TASK REQUIREMENTS: Copy each line of the listing that includes "Tafano".
◇ ◇ ◇ ◇ ◇
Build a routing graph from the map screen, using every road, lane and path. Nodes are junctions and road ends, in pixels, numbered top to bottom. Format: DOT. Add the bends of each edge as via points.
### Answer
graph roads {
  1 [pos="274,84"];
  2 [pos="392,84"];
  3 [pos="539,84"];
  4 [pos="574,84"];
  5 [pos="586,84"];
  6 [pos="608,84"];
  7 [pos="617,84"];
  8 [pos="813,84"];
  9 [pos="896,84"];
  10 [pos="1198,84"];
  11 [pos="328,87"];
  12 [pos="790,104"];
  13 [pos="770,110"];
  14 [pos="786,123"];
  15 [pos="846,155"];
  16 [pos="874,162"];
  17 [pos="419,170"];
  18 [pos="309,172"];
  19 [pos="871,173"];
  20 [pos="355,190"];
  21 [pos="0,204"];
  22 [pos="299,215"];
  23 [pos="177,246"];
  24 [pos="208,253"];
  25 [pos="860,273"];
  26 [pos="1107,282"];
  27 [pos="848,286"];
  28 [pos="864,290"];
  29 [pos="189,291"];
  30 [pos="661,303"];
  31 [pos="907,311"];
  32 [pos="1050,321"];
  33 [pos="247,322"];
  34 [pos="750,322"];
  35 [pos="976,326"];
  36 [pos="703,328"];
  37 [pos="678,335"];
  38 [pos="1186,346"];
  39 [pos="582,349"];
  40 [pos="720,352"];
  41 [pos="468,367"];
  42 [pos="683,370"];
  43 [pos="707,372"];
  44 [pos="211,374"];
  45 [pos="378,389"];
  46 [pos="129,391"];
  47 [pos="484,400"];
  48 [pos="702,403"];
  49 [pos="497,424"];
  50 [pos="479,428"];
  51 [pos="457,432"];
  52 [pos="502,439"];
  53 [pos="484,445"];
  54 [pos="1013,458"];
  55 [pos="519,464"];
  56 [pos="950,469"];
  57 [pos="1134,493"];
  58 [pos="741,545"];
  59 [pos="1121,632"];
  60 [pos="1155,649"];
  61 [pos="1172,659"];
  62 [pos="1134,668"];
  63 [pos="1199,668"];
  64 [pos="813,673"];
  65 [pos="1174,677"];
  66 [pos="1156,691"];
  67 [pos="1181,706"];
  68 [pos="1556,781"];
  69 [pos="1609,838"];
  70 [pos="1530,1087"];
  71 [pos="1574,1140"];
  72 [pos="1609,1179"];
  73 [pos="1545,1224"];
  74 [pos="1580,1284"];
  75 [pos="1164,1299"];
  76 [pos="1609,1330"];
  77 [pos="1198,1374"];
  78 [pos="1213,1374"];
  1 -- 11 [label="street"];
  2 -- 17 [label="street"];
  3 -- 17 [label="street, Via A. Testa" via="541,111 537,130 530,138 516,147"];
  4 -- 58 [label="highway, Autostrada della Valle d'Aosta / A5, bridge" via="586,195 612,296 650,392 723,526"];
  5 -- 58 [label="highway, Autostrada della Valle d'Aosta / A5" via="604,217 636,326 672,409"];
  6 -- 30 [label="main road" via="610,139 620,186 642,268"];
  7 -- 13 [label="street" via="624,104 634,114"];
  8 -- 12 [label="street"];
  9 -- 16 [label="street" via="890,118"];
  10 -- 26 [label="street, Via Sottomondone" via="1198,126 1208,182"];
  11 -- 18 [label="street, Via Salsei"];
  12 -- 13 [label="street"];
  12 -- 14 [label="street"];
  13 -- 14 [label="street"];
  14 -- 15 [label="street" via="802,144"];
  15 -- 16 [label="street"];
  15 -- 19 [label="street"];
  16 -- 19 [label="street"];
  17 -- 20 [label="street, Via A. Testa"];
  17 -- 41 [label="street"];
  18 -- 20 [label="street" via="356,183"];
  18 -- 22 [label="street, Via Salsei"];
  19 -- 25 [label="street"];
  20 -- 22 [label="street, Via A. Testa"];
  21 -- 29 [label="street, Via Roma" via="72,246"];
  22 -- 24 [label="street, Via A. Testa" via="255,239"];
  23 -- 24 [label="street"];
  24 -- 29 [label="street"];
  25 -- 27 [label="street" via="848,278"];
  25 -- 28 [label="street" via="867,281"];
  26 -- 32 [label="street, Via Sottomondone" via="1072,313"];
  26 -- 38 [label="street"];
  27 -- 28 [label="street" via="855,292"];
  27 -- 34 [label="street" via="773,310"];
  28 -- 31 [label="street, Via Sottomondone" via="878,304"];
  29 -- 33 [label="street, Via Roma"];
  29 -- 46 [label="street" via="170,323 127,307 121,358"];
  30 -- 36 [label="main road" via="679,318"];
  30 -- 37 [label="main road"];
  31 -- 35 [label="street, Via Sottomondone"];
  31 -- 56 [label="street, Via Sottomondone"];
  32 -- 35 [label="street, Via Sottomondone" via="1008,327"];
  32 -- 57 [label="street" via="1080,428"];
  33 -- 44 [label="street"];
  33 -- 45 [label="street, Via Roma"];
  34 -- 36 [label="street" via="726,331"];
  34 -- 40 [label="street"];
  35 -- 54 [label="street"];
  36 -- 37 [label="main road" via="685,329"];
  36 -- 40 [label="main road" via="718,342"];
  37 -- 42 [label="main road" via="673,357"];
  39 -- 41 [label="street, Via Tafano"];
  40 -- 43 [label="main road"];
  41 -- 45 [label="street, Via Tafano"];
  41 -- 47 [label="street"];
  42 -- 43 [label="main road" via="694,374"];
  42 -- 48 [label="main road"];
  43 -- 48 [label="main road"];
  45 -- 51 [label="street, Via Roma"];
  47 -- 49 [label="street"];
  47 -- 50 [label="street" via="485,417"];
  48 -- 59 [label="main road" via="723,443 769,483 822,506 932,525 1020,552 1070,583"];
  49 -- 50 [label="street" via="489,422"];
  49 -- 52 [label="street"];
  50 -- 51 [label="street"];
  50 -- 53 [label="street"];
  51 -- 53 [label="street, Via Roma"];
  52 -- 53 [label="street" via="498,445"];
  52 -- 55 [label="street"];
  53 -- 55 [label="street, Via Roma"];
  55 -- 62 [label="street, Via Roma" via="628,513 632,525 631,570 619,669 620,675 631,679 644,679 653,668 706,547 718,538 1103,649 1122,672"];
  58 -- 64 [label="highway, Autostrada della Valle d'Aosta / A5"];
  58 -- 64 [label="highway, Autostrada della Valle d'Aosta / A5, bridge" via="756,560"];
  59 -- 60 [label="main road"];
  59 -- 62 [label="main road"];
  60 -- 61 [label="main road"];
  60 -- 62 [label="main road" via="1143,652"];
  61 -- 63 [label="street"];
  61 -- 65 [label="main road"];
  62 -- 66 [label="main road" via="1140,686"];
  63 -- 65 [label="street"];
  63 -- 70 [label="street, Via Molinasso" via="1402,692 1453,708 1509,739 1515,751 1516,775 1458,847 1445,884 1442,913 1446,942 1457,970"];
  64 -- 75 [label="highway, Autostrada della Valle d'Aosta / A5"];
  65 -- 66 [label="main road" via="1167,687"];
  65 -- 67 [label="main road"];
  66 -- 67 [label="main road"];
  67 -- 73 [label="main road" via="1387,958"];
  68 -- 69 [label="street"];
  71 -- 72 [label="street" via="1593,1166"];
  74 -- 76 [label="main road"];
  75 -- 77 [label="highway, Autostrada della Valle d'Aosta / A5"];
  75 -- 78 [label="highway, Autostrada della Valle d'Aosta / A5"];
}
◇ ◇ ◇ ◇ ◇
RESULT:
  39 -- 41 [label="street, Via Tafano"];
  41 -- 45 [label="street, Via Tafano"];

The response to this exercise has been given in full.